This ended up last more by elimination than anything else. There just wasn’t anywhere else to put it. It was in no way any less drinkable than the other four in the bottom five, it just didn’t really spark anything on the palate. It’d be fine in cocktails though.

9. Thomas S. Moore Cabernet Cask Finish — Taste 1

Thomas S. Moore Cab Cask Bourbon
Sazerac Company

ABV: 95.3%

Average Price: $70

The Whiskey:

This release from Sazerac’s other distillery, Barton 1792 Distillery, has become a yearly release. The juice in the bottle is generally kept under wraps. What we do know is that the bourbon is finished in a Cabernet Sauvignon for a spell before blending, proofing, and bottling.

Bottom Line:

Overall, this was a “Meh…” It was nice enough but never really grabbed my attention, much less kept it.

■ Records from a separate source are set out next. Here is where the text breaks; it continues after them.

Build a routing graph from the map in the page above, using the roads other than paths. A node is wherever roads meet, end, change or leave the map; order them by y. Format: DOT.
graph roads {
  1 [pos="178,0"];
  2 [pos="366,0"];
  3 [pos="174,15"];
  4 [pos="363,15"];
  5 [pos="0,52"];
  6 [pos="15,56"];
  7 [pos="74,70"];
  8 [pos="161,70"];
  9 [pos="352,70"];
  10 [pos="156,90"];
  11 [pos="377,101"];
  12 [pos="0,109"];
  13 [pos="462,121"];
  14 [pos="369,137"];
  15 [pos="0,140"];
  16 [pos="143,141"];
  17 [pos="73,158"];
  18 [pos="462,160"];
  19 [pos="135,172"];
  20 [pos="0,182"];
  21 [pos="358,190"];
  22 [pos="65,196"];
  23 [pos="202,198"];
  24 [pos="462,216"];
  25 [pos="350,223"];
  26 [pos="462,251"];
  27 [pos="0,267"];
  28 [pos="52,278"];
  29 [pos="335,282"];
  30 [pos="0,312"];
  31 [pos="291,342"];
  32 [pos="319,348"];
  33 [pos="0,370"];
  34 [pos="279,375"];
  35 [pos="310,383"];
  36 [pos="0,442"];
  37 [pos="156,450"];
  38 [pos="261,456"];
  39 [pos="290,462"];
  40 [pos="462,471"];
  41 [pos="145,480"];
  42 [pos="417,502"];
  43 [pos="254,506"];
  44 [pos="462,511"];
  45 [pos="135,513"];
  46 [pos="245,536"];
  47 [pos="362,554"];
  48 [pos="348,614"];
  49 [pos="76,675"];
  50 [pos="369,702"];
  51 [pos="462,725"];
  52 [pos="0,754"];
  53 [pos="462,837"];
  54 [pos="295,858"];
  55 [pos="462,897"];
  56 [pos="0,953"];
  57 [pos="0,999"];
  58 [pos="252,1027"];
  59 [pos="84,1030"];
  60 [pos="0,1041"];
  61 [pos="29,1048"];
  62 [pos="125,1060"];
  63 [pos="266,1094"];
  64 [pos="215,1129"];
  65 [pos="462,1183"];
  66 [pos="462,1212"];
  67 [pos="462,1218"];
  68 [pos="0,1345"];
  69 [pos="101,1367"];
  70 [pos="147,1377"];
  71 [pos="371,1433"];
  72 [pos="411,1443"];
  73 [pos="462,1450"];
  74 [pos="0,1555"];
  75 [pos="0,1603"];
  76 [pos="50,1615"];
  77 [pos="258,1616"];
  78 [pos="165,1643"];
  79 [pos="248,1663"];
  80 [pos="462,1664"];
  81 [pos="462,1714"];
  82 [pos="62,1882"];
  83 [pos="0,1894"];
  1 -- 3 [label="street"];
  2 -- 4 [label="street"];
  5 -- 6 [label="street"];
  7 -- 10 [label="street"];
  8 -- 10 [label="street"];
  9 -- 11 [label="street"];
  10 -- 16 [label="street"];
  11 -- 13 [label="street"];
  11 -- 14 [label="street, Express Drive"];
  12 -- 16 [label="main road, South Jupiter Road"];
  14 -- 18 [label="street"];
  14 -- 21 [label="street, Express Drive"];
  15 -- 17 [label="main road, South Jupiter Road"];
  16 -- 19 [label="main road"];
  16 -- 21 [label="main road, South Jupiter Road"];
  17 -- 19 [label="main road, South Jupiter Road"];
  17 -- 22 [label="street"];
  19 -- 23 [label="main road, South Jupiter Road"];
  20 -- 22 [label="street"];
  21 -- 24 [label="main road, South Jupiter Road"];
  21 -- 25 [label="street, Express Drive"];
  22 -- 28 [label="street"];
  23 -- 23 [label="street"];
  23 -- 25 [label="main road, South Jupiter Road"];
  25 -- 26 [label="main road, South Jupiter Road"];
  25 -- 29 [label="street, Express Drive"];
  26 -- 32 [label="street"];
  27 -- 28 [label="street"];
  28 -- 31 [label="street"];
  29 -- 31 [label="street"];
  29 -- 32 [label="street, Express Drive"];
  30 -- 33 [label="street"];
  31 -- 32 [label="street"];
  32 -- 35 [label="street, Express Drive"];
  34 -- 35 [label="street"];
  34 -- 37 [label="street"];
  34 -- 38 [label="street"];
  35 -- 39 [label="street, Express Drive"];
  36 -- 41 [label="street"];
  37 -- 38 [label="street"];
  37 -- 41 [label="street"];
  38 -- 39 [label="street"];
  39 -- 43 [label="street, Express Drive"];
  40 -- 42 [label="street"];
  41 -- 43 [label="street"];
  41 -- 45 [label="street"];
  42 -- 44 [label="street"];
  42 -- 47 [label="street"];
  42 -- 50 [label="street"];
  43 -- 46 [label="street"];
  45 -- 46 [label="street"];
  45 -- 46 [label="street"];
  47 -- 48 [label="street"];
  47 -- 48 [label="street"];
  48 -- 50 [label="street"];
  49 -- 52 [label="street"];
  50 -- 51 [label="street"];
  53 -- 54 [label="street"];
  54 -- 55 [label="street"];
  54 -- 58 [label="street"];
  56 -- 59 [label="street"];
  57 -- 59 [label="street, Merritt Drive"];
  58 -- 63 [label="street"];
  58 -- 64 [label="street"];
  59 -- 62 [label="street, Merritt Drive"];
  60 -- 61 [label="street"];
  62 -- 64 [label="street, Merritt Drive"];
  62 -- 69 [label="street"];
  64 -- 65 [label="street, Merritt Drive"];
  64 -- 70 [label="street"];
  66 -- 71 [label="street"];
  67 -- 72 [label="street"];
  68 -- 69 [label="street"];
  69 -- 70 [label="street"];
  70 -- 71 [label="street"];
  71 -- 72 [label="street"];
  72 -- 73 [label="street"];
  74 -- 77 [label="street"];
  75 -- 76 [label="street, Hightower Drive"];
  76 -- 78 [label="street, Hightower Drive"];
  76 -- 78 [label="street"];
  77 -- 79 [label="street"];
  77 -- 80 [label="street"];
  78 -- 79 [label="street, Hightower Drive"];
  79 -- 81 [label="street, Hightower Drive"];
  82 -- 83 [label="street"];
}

8. New Riff Red Turkey Wheated Bourbon — Taste 8

New Riff Red Turkey Wheated Bourbon
New Riff

ABV: 50%

Average Price: Limited Availability ($50 MSRP)

The Whiskey:

This release from craft whiskey darling, New Riff, is all about the heritage grains. The whiskey uses a 19th-century grain, Red Turkey Wheat, to create a unique whiskey. The juice is aged for five years at New Riff’s warehouse before it’s vatted, proofed ever so slightly, and bottled as-is.

Bottom Line:

This was fine. There wasn’t really anything that stood out though. It felt like a perfectly good cocktail bourbon and not much else on this panel.

7. Broken Barrel California Oak Finish — Taste 6

Broken Barrel California Cask
Broken Barrel

ABV: 44%

Average Price: $32

The Whiskey:

This Kentucky bourbon from Owensboro Distilling Co. married the Bluegrass state with California’s wine country. The whisky — made with a mash of 70 percent corn, 21 percent rye, and nine percent malted barley — spends a few years in new oak. The prime barrels are then transferred to steel tanks filled with 80 percent broken California cabernet cask staves and 20 percent broken new French oak staves. After a long rest with those staves, the whiskey is proofed and bottled.

Bottom Line:

This was, again, fine. Nothing really jumped out at me and the end was a little short. Seeing the price now, this seems perfectly suitable for $30 but won’t wow anyone. I’ll happily use it in highballs though.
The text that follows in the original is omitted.